**YOUR TASK:** Could you return all of the data exactly as given?

=== Begin Enclosure ===

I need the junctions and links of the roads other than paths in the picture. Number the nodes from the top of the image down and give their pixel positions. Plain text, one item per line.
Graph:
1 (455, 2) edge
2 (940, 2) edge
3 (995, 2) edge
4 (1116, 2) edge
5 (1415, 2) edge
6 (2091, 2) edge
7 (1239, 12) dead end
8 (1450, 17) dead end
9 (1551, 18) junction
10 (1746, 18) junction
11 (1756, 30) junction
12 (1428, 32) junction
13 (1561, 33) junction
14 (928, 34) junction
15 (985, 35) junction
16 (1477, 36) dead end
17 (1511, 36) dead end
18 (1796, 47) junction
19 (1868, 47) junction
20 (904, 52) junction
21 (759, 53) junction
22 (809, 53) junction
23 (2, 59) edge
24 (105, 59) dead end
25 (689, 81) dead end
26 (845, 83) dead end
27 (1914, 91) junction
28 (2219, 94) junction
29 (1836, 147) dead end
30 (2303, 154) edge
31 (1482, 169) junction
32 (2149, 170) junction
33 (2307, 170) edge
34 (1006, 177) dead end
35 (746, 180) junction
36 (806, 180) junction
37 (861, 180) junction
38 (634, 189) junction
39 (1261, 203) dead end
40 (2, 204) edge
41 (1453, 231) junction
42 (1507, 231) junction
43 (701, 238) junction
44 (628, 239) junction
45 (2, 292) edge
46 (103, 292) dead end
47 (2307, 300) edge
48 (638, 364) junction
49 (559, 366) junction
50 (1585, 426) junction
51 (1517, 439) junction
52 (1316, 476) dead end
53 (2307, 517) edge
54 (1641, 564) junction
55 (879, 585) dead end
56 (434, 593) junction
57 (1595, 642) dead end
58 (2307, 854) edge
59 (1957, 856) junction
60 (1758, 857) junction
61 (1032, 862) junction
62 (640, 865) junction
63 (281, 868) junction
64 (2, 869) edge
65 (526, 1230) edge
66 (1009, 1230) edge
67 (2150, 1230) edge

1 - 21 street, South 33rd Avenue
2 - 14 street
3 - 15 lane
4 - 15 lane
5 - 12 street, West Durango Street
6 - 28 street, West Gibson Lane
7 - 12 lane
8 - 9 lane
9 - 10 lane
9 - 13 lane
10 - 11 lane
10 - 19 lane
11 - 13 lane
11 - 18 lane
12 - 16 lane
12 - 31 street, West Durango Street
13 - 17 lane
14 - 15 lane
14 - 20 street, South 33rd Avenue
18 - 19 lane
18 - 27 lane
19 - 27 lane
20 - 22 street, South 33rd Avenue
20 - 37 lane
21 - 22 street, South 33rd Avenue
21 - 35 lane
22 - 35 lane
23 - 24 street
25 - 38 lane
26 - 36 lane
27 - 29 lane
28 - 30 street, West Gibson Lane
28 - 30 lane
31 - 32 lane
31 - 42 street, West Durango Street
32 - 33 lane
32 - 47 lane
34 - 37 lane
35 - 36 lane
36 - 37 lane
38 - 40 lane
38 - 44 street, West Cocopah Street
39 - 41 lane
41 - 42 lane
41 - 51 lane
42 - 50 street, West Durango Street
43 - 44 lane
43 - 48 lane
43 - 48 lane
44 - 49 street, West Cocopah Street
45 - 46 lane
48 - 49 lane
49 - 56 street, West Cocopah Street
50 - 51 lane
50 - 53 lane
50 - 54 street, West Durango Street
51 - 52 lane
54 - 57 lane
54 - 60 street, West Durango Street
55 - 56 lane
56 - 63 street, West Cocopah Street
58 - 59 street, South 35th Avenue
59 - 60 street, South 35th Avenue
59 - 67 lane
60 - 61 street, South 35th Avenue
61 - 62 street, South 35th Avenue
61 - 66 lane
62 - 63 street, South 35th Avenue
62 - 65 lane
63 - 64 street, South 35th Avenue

=== End Enclosure ===

**REPLY:**
I need the junctions and links of the roads other than paths in the picture. Number the nodes from the top of the image down and give their pixel positions. Plain text, one item per line.
Graph:
1 (455, 2) edge
2 (940, 2) edge
3 (995, 2) edge
4 (1116, 2) edge
5 (1415, 2) edge
6 (2091, 2) edge
7 (1239, 12) dead end
8 (1450, 17) dead end
9 (1551, 18) junction
10 (1746, 18) junction
11 (1756, 30) junction
12 (1428, 32) junction
13 (1561, 33) junction
14 (928, 34) junction
15 (985, 35) junction
16 (1477, 36) dead end
17 (1511, 36) dead end
18 (1796, 47) junction
19 (1868, 47) junction
20 (904, 52) junction
21 (759, 53) junction
22 (809, 53) junction
23 (2, 59) edge
24 (105, 59) dead end
25 (689, 81) dead end
26 (845, 83) dead end
27 (1914, 91) junction
28 (2219, 94) junction
29 (1836, 147) dead end
30 (2303, 154) edge
31 (1482, 169) junction
32 (2149, 170) junction
33 (2307, 170) edge
34 (1006, 177) dead end
35 (746, 180) junction
36 (806, 180) junction
37 (861, 180) junction
38 (634, 189) junction
39 (1261, 203) dead end
40 (2, 204) edge
41 (1453, 231) junction
42 (1507, 231) junction
43 (701, 238) junction
44 (628, 239) junction
45 (2, 292) edge
46 (103, 292) dead end
47 (2307, 300) edge
48 (638, 364) junction
49 (559, 366) junction
50 (1585, 426) junction
51 (1517, 439) junction
52 (1316, 476) dead end
53 (2307, 517) edge
54 (1641, 564) junction
55 (879, 585) dead end
56 (434, 593) junction
57 (1595, 642) dead end
58 (2307, 854) edge
59 (1957, 856) junction
60 (1758, 857) junction
61 (1032, 862) junction
62 (640, 865) junction
63 (281, 868) junction
64 (2, 869) edge
65 (526, 1230) edge
66 (1009, 1230) edge
67 (2150, 1230) edge

1 - 21 street, South 33rd Avenue
2 - 14 street
3 - 15 lane
4 - 15 lane
5 - 12 street, West Durango Street
6 - 28 street, West Gibson Lane
7 - 12 lane
8 - 9 lane
9 - 10 lane
9 - 13 lane
10 - 11 lane
10 - 19 lane
11 - 13 lane
11 - 18 lane
12 - 16 lane
12 - 31 street, West Durango Street
13 - 17 lane
14 - 15 lane
14 - 20 street, South 33rd Avenue
18 - 19 lane
18 - 27 lane
19 - 27 lane
20 - 22 street, South 33rd Avenue
20 - 37 lane
21 - 22 street, South 33rd Avenue
21 - 35 lane
22 - 35 lane
23 - 24 street
25 - 38 lane
26 - 36 lane
27 - 29 lane
28 - 30 street, West Gibson Lane
28 - 30 lane
31 - 32 lane
31 - 42 street, West Durango Street
32 - 33 lane
32 - 47 lane
34 - 37 lane
35 - 36 lane
36 - 37 lane
38 - 40 lane
38 - 44 street, West Cocopah Street
39 - 41 lane
41 - 42 lane
41 - 51 lane
42 - 50 street, West Durango Street
43 - 44 lane
43 - 48 lane
43 - 48 lane
44 - 49 street, West Cocopah Street
45 - 46 lane
48 - 49 lane
49 - 56 street, West Cocopah Street
50 - 51 lane
50 - 53 lane
50 - 54 street, West Durango Street
51 - 52 lane
54 - 57 lane
54 - 60 street, West Durango Street
55 - 56 lane
56 - 63 street, West Cocopah Street
58 - 59 street, South 35th Avenue
59 - 60 street, South 35th Avenue
59 - 67 lane
60 - 61 street, South 35th Avenue
61 - 62 street, South 35th Avenue
61 - 66 lane
62 - 63 street, South 35th Avenue
62 - 65 lane
63 - 64 street, South 35th Avenue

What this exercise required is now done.